BERNIE BAKER: First winter would have been ’71 here at Rocky Point with Kenny Thatcher and a whole group of guys that were from Southern California; I just spent the whole winter surfing, spent the winter surfing and shooting and getting adapted to what life in Hawaii was about. I think that I probably came out of that winter knowing that I would return as soon as possible to actually put down some roots and live here and maybe either finish college here, which I did in Santa Barbara, but as soon as I got out of school, I was straight back over here immediately.

SURFERMAG.COM: Tell me, between the winter of ’71 and this winter of 2004, what is the biggest change on the North Shore of Oahu?

BERNIE BAKER: You know, the biggest change on the North Shore of Oahu, it’s funny—I remember when Lopez used to call it the Wild Wild West…but, uh, you know, the first decade or so, you could say that the North Shore as a community, or as a suburb for Honolulu, was separate from Honolulu, and over the last 20 years, I would have to say that the North Shore, being really just a suburb to Honolulu, the biggest change is the change of Honolulu. It’s not so much the North Shore has changed, it’s that everything around it has changed; everything around it has progressed, everything around it has grown—the freeway came in all the way to Wahiawa in ’77. So you have a pouring over of population that’s obviously going to change any community, any village, any town, as we are out here, you know, we’re just a suburb to Honolulu and this place has changed radically just because of the population base on the other side of the hill.

SURFERMAG.COM: The mid- to-late-‘70s was really when professional surfing started to get traction, especially over here, what’s the most memorable event from that time.

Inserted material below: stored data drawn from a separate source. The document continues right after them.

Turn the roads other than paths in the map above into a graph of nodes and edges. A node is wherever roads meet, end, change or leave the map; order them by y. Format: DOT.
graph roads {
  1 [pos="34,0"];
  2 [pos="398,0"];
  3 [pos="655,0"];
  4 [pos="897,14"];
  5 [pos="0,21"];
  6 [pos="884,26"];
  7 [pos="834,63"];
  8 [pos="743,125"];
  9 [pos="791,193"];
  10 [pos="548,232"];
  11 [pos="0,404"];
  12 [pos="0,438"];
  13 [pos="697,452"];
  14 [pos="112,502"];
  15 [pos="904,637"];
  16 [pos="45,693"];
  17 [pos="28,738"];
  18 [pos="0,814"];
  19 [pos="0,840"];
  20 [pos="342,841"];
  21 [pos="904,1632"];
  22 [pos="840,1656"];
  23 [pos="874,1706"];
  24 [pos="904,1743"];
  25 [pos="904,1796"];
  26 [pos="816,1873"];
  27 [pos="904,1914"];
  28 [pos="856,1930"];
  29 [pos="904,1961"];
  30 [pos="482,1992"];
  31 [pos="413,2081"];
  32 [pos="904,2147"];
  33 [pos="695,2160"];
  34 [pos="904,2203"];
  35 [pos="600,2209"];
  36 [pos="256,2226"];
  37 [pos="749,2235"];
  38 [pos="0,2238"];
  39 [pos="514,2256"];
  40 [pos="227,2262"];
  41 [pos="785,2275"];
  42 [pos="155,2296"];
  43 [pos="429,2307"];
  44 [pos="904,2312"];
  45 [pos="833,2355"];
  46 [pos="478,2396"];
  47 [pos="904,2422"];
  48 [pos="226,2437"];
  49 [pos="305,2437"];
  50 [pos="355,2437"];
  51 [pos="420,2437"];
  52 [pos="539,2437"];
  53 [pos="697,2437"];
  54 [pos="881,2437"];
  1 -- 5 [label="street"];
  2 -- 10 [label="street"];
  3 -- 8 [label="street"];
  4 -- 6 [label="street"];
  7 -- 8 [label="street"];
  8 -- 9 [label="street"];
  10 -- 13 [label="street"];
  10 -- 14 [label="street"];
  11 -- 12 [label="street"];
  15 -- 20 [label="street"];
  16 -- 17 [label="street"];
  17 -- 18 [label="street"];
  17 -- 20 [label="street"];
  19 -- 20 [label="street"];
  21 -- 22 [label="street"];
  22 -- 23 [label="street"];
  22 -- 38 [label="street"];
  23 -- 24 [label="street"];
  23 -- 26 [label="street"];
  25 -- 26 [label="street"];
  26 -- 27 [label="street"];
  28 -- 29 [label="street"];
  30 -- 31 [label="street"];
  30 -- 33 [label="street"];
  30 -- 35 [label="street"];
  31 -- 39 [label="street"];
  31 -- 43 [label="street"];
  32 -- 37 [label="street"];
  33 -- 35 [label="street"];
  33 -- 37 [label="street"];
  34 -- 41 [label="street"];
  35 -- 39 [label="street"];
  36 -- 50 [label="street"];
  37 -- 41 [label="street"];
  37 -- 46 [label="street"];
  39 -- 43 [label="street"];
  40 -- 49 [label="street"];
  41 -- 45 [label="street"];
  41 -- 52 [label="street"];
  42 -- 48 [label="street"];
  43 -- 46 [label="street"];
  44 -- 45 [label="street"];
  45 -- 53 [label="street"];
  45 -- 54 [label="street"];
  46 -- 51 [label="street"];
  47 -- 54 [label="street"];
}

BERNIE BAKER: You know, Randy Rarick and I got together in ’75 in the parking lot of Surfride Hawaii, and Randy was running the IPS and doing the “World Tour” as it was loosely threaded together back then, and he wanted to do something bigger and better for Hawaii, because this was our home, and he and I sat in the parking lot that afternoon in the late fall and put together a project ultimately called “Pro Class Trials,” and what it was was the trials for the two events that were taking place over here at that time in the winter, and he also had an idea for putting together a larger series of events, which turned out to be the Triple Crown of Surfing, and we started out in the mid-‘70s, and that was again part of IPS, which today we turned into the Triple Crown. The idea grew and grew and grew every year; I remember the first year we had 40 guys in both of the Pro Class Trials, and then we went to 120 in the 3rd year. So what you saw from ’75, ’76 on was it literally doubling in size after ’77, and then as things grew in Australia, with the Coke at Burleigh and the Bells event getting bigger and bigger, you just watched—the whole thing snowballed; it snowballed on the North Shore, and it snowballed around the world.